### Raw data
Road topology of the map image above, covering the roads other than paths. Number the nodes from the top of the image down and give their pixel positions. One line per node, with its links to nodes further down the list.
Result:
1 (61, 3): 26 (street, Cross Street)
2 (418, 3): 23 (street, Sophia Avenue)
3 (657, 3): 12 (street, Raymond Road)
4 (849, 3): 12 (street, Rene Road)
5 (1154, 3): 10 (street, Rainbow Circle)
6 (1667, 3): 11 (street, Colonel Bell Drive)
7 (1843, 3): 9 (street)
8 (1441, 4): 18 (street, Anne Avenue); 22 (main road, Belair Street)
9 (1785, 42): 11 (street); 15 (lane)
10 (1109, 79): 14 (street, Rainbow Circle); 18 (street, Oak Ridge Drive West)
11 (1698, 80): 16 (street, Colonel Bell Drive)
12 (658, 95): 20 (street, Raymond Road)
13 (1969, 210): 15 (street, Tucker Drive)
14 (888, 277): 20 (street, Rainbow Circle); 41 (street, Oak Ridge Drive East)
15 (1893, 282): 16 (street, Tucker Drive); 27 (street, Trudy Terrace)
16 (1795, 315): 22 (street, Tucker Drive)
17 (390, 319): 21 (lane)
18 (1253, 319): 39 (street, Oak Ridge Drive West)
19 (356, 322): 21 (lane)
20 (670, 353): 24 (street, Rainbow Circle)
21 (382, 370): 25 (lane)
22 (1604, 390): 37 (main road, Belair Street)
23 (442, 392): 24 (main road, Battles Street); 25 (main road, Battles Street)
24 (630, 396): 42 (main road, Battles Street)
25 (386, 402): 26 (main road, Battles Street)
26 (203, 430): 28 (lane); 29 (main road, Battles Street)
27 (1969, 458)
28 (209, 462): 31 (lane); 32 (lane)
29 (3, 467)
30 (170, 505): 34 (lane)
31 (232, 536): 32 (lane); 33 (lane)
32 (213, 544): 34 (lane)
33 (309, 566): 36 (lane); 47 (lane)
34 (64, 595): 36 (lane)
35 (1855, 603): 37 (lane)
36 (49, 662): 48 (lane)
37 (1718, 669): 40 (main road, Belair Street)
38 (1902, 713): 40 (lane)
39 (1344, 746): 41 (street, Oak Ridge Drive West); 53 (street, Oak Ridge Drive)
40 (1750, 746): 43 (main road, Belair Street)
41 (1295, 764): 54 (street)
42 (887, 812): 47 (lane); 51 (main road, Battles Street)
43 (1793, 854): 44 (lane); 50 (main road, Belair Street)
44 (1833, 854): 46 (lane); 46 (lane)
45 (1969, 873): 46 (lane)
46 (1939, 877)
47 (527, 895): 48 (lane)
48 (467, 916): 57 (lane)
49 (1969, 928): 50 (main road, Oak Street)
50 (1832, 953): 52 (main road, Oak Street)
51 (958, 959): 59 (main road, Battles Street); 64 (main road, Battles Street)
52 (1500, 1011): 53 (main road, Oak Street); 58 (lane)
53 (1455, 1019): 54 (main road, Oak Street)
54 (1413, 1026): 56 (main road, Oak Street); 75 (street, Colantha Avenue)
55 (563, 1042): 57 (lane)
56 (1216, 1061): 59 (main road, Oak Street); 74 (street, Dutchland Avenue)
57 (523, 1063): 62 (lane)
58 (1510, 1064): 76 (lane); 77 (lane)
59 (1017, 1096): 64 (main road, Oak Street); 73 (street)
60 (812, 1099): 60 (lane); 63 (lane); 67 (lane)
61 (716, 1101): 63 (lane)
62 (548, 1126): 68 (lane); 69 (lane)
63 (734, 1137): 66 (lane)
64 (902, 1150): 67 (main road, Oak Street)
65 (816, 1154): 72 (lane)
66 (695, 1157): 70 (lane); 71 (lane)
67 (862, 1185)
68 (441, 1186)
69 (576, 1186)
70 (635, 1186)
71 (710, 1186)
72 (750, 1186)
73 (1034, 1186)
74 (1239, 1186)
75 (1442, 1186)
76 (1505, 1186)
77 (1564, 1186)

### About this task
Copy every line above without changes.

### Solution to the problem
Road topology of the map image above, covering the roads other than paths. Number the nodes from the top of the image down and give their pixel positions. One line per node, with its links to nodes further down the list.
Result:
1 (61, 3): 26 (street, Cross Street)
2 (418, 3): 23 (street, Sophia Avenue)
3 (657, 3): 12 (street, Raymond Road)
4 (849, 3): 12 (street, Rene Road)
5 (1154, 3): 10 (street, Rainbow Circle)
6 (1667, 3): 11 (street, Colonel Bell Drive)
7 (1843, 3): 9 (street)
8 (1441, 4): 18 (street, Anne Avenue); 22 (main road, Belair Street)
9 (1785, 42): 11 (street); 15 (lane)
10 (1109, 79): 14 (street, Rainbow Circle); 18 (street, Oak Ridge Drive West)
11 (1698, 80): 16 (street, Colonel Bell Drive)
12 (658, 95): 20 (street, Raymond Road)
13 (1969, 210): 15 (street, Tucker Drive)
14 (888, 277): 20 (street, Rainbow Circle); 41 (street, Oak Ridge Drive East)
15 (1893, 282): 16 (street, Tucker Drive); 27 (street, Trudy Terrace)
16 (1795, 315): 22 (street, Tucker Drive)
17 (390, 319): 21 (lane)
18 (1253, 319): 39 (street, Oak Ridge Drive West)
19 (356, 322): 21 (lane)
20 (670, 353): 24 (street, Rainbow Circle)
21 (382, 370): 25 (lane)
22 (1604, 390): 37 (main road, Belair Street)
23 (442, 392): 24 (main road, Battles Street); 25 (main road, Battles Street)
24 (630, 396): 42 (main road, Battles Street)
25 (386, 402): 26 (main road, Battles Street)
26 (203, 430): 28 (lane); 29 (main road, Battles Street)
27 (1969, 458)
28 (209, 462): 31 (lane); 32 (lane)
29 (3, 467)
30 (170, 505): 34 (lane)
31 (232, 536): 32 (lane); 33 (lane)
32 (213, 544): 34 (lane)
33 (309, 566): 36 (lane); 47 (lane)
34 (64, 595): 36 (lane)
35 (1855, 603): 37 (lane)
36 (49, 662): 48 (lane)
37 (1718, 669): 40 (main road, Belair Street)
38 (1902, 713): 40 (lane)
39 (1344, 746): 41 (street, Oak Ridge Drive West); 53 (street, Oak Ridge Drive)
40 (1750, 746): 43 (main road, Belair Street)
41 (1295, 764): 54 (street)
42 (887, 812): 47 (lane); 51 (main road, Battles Street)
43 (1793, 854): 44 (lane); 50 (main road, Belair Street)
44 (1833, 854): 46 (lane); 46 (lane)
45 (1969, 873): 46 (lane)
46 (1939, 877)
47 (527, 895): 48 (lane)
48 (467, 916): 57 (lane)
49 (1969, 928): 50 (main road, Oak Street)
50 (1832, 953): 52 (main road, Oak Street)
51 (958, 959): 59 (main road, Battles Street); 64 (main road, Battles Street)
52 (1500, 1011): 53 (main road, Oak Street); 58 (lane)
53 (1455, 1019): 54 (main road, Oak Street)
54 (1413, 1026): 56 (main road, Oak Street); 75 (street, Colantha Avenue)
55 (563, 1042): 57 (lane)
56 (1216, 1061): 59 (main road, Oak Street); 74 (street, Dutchland Avenue)
57 (523, 1063): 62 (lane)
58 (1510, 1064): 76 (lane); 77 (lane)
59 (1017, 1096): 64 (main road, Oak Street); 73 (street)
60 (812, 1099): 60 (lane); 63 (lane); 67 (lane)
61 (716, 1101): 63 (lane)
62 (548, 1126): 68 (lane); 69 (lane)
63 (734, 1137): 66 (lane)
64 (902, 1150): 67 (main road, Oak Street)
65 (816, 1154): 72 (lane)
66 (695, 1157): 70 (lane); 71 (lane)
67 (862, 1185)
68 (441, 1186)
69 (576, 1186)
70 (635, 1186)
71 (710, 1186)
72 (750, 1186)
73 (1034, 1186)
74 (1239, 1186)
75 (1442, 1186)
76 (1505, 1186)
77 (1564, 1186)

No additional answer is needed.